Нетрудно догадаться: не поступил. Но мой педагог из Львова Алла Григорьевна Бабенко верила в меня. Она была ученицей легендарного режиссера Андрея Гончарова, в свое время поставила множество спектаклей в России. В Казанском большом драматическом театре имени Качалова в свое время тоже шли ее постановки. В конце сентября Казанское театральное училище, на мое счастье, объявило дополнительный набор, и Алла Григорьевна попросила: «Обратите внимание на этого парня». К ее мнению прислушались, меня взяли. До этого я учился на украинской классике, а здесь мне, сельскому необразованному парню, привили вкус к Чехову, Хемингуэю, хорошей литературе.
— Известно, что в театральном училище занятия продолжаются с утра до вечера. О том, чтобы где-то найти подработку, речи не идет, а на стипендию прожить сложно. Как решали неизбежно возникавшие материальные проблемы?
— Первые полгода стипендию я не получал вообще, потому что, естественно, не сдал русский язык. Я приехал в Казань в легкой курточке и, извините за интимные подробности, армейских трусах. В кошельке лежала советская десятка. Мама меня поддерживала, старалась что-то присылать, но они с отцом были людьми небогатыми, поэтому денег катастрофически не хватало. Видя это, руководство училища озадачилось, извлекло на свет какой-то указ, где говорилось, что первые полгода студенту по закону обязаны выплачивать стипендию, при этом неважно, как он сдал экзамены. Помню, ходил в департамент культуры в Казанский кремль, где мне выдали сто шестьдесят с чем-то советских рублей. По тем временам — сумму! Я был королем. Армия научила не сдаваться, обстоятельствам я не поддался, устроился дворником при театральном училище, три года махал метлой за восемьдесят рублей в месяц.
Со второго курса нас взяли в Качаловский театр, мы — студенты — бегали в массовке, очень скоро стал выходить на сцену в небольших ролях, за что тоже платили рублей восемьдесят. Позже стал получать повышенную стипендию — сорок пять рублей, поэтому с деньгами у меня было нормально.
— С чем выпускались?
— Я заразил однокурсников Достоевским. Сначала поставил самостоятельный отрывок — финальную сцену из «Идиота», где Рогожин объясняется с князем Мышкиным. А к выпуску мы сделали дипломный спектакль «Идиот», я, естественно, сыграл Рогожина. Еще выходил на сцену в роли Валера в «Тартюфе».

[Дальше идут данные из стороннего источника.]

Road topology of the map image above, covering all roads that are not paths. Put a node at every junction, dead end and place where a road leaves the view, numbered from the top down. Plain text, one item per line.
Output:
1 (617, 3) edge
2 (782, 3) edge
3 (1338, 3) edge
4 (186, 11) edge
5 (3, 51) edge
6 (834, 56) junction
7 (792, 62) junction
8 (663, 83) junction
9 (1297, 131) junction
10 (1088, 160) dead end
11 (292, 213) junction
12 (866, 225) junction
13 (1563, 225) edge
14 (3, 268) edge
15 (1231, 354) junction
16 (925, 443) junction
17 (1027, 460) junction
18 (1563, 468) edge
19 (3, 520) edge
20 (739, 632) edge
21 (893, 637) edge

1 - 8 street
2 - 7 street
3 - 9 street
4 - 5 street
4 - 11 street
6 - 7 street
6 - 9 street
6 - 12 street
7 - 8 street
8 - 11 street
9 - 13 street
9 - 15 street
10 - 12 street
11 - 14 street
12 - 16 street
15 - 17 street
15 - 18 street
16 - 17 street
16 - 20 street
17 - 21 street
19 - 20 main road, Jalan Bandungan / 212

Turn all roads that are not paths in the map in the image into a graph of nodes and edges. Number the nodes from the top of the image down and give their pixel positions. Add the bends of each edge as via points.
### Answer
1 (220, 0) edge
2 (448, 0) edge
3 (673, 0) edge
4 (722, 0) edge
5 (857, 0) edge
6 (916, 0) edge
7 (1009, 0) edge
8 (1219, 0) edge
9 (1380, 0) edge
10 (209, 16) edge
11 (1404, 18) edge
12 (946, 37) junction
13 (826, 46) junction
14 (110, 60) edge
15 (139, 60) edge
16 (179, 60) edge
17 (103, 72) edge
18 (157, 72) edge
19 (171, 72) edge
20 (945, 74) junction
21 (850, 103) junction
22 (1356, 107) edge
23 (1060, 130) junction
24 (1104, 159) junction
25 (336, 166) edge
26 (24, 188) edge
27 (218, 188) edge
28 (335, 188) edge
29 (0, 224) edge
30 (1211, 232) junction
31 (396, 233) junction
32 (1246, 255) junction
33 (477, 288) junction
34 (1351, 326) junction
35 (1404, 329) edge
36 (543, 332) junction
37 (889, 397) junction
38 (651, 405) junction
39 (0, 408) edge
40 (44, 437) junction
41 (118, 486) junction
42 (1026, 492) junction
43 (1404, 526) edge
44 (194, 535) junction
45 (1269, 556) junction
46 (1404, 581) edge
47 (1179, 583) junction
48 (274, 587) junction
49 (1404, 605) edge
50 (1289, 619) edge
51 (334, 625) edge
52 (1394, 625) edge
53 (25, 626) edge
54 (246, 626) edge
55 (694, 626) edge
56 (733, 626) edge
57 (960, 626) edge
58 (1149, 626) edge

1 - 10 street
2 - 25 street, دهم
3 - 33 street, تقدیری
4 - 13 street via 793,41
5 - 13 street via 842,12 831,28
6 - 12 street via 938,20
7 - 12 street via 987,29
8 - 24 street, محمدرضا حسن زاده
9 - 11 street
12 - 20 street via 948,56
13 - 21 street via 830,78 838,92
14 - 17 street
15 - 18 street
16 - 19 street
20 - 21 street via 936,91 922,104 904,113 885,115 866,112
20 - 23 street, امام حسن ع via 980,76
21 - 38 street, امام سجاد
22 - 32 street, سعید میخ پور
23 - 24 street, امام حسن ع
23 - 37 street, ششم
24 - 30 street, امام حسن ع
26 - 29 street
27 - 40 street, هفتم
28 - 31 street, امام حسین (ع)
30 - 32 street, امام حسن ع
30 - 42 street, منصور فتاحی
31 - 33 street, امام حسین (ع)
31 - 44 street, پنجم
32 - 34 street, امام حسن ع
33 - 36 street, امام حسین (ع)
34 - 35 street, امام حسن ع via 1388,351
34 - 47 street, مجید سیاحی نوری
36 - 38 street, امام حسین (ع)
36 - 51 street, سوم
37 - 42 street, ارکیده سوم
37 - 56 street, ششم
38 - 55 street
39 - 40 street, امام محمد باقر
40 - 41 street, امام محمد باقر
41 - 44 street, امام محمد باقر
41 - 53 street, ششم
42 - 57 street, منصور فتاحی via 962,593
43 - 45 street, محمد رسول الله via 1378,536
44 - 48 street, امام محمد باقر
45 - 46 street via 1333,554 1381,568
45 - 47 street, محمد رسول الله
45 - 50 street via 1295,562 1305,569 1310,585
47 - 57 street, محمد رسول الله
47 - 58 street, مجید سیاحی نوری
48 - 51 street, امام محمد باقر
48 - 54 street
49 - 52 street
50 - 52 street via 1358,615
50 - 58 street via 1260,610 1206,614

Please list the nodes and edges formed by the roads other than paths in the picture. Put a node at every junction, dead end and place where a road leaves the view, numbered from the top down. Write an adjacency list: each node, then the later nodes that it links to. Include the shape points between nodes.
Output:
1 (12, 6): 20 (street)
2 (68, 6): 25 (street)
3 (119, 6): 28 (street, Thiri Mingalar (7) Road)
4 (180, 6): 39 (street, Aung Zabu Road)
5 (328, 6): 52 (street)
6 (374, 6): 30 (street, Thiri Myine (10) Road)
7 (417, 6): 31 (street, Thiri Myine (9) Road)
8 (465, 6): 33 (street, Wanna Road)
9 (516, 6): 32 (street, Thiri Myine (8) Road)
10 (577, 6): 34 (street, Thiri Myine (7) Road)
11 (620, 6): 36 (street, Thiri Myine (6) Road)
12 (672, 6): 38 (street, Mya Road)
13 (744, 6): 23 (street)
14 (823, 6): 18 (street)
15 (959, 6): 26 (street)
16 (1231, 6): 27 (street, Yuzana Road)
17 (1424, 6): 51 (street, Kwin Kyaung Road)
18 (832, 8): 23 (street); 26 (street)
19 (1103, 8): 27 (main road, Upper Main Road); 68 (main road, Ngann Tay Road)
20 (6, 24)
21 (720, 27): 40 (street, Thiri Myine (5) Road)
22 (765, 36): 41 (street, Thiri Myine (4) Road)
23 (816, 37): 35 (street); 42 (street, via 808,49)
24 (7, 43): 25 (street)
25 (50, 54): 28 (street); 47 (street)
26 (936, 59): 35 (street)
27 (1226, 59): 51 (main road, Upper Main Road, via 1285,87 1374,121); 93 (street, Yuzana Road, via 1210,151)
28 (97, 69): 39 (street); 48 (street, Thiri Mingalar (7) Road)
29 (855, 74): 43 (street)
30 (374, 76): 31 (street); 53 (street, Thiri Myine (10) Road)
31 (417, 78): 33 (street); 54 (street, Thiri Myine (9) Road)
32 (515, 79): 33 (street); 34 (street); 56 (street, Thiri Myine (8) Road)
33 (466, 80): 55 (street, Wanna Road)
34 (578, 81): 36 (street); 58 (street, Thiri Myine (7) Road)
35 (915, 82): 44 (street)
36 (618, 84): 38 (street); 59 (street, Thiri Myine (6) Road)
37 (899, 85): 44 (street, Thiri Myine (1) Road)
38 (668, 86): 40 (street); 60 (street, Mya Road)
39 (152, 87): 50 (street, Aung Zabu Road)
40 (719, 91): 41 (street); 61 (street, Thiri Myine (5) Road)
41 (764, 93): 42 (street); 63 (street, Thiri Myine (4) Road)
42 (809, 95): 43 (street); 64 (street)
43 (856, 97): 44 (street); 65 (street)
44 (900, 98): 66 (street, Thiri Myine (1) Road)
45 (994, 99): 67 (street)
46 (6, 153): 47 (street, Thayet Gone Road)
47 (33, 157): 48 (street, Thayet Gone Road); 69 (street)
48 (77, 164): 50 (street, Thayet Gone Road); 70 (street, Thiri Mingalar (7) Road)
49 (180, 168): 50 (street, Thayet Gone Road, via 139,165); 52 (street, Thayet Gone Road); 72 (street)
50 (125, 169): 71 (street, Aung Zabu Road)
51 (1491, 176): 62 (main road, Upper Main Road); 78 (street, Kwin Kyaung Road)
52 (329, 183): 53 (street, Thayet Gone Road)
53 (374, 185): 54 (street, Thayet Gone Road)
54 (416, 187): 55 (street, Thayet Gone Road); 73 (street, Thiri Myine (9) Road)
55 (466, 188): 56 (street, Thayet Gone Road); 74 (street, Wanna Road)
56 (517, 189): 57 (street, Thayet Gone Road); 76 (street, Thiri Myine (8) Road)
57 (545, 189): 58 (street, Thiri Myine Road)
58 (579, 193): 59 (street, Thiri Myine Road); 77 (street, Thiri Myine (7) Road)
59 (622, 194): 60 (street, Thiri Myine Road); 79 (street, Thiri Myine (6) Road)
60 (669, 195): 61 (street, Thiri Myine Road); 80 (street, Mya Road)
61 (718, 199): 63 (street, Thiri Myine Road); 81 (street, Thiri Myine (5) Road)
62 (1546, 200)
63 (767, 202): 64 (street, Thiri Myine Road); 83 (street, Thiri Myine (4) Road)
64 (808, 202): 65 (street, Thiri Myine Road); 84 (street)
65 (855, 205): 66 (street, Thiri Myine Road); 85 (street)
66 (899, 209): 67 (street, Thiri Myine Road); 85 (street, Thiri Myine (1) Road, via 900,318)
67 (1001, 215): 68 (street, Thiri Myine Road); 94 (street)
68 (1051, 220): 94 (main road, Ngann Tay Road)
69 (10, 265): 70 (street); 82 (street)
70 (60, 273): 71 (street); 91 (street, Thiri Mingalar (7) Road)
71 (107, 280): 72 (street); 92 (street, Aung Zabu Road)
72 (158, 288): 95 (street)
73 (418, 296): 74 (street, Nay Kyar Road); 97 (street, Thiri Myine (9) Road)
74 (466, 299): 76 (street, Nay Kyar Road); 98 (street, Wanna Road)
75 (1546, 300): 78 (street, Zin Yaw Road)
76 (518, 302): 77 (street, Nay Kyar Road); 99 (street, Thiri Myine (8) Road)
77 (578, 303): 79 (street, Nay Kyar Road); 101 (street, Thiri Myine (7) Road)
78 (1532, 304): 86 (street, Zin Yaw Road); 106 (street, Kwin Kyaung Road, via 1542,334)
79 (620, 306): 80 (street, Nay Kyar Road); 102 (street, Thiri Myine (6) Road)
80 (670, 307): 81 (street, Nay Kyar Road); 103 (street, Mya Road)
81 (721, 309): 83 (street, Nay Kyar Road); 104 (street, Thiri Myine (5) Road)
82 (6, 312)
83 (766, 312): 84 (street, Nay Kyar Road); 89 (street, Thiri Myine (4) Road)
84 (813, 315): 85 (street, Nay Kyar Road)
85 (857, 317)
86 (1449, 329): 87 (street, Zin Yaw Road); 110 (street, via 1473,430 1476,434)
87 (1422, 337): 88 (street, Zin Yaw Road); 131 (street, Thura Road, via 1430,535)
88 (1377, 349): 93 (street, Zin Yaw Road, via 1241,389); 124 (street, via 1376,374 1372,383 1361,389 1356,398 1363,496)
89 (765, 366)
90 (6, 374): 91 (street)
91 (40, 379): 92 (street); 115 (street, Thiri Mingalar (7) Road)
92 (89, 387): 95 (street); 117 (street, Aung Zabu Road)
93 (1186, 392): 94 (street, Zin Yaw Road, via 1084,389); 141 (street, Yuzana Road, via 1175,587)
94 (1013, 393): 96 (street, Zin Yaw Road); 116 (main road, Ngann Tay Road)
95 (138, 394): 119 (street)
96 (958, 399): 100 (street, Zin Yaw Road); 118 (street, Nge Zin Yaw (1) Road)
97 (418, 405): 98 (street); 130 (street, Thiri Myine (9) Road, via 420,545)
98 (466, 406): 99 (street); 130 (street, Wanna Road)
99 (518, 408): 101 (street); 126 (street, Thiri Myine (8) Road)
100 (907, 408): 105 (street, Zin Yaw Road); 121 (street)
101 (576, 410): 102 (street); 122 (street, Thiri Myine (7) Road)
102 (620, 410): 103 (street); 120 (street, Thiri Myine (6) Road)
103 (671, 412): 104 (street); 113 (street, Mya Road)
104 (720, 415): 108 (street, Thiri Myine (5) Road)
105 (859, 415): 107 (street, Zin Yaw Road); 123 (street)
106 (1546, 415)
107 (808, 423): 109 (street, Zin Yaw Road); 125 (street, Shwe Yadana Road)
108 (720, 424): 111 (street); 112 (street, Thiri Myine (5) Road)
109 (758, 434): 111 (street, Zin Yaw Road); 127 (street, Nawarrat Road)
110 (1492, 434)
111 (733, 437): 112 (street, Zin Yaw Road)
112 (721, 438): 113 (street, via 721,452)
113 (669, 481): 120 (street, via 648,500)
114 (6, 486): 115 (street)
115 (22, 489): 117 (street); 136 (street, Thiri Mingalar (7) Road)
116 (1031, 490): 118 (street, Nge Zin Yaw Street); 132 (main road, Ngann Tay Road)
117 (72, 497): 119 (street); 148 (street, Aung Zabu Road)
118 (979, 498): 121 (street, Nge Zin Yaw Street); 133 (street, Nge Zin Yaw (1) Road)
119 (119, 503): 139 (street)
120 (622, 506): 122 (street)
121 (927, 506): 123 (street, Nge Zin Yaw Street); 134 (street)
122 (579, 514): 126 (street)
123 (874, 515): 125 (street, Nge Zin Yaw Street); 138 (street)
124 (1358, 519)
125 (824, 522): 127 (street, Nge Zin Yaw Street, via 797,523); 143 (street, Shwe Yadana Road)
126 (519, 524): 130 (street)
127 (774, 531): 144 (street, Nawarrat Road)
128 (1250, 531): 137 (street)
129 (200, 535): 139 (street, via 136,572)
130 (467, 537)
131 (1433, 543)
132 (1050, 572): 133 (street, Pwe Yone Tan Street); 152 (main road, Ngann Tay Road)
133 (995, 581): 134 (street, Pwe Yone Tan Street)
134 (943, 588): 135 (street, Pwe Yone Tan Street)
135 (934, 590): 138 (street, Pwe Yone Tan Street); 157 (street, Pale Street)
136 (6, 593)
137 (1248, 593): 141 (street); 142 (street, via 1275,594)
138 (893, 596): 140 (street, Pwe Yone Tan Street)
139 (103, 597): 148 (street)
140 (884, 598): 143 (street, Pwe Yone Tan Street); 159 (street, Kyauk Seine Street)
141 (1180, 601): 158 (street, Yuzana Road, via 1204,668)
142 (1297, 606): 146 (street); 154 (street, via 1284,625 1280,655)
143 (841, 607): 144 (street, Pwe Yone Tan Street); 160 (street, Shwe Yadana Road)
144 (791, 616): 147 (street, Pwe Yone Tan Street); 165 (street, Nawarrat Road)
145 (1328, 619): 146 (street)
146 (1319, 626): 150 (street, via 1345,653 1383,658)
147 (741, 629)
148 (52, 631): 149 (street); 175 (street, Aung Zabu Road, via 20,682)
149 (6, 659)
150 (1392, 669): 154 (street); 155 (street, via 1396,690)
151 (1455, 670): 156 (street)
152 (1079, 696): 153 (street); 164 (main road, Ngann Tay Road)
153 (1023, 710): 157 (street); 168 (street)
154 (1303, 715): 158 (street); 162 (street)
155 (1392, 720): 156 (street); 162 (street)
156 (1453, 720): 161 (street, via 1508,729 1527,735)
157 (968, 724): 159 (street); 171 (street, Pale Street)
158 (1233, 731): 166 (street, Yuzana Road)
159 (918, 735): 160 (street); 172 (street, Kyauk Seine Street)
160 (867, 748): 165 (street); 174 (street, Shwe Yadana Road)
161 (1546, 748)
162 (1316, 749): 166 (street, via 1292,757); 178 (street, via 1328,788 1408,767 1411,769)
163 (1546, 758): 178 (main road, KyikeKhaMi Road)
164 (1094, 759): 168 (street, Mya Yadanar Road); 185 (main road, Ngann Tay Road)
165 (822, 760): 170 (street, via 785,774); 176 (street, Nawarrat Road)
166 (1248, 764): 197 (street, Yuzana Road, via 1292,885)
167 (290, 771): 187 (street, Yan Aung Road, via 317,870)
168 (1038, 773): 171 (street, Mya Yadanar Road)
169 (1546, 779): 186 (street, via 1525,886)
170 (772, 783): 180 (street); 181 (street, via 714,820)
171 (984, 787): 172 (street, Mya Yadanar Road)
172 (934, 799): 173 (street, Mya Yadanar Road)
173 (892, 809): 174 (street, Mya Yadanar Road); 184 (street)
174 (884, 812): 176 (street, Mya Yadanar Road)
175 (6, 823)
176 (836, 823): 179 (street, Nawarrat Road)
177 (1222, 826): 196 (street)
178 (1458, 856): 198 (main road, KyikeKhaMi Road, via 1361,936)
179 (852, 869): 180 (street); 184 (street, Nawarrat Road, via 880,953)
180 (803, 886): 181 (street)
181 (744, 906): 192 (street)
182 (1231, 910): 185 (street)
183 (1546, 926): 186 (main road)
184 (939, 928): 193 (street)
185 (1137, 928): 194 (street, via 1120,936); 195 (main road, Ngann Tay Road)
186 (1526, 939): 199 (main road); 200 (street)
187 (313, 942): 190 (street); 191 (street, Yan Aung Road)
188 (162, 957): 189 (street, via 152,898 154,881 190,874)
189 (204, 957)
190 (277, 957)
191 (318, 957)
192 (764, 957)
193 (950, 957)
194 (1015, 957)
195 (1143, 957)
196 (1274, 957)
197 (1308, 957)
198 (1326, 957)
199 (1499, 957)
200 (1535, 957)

Вопрос, куда идти работать, не стоял, меня и еще трех однокашников сразу взяли в Качаловский театр, в котором мы со студенческих времен были вспомогательным составом. В училище я регулярно посещал исключительно мастерство, отговариваясь репетициями в театре. Но все же получил диплом. Мы начинали работать, когда театр переживал сложные времена: ушел главный режиссер, руководство возложили на трех актеров. Это было ужасно, действовали они как лебедь, рак и щука из басни Крылова. В конце концов театр возглавил замечательный Станислав Владимирович Таюшев. Он начал ставить «Мастера и Маргариту», мне поручил роль Ивана Бездомного, ставшую моим дебютом на сцене Качаловского театра. Девяностые открывали нам новые пьесы, в театре шли «Крутой маршрут», «Дальше... дальше... дальше!» Михаила Шатрова. Работы было много, мне находились роли во всех премьерах.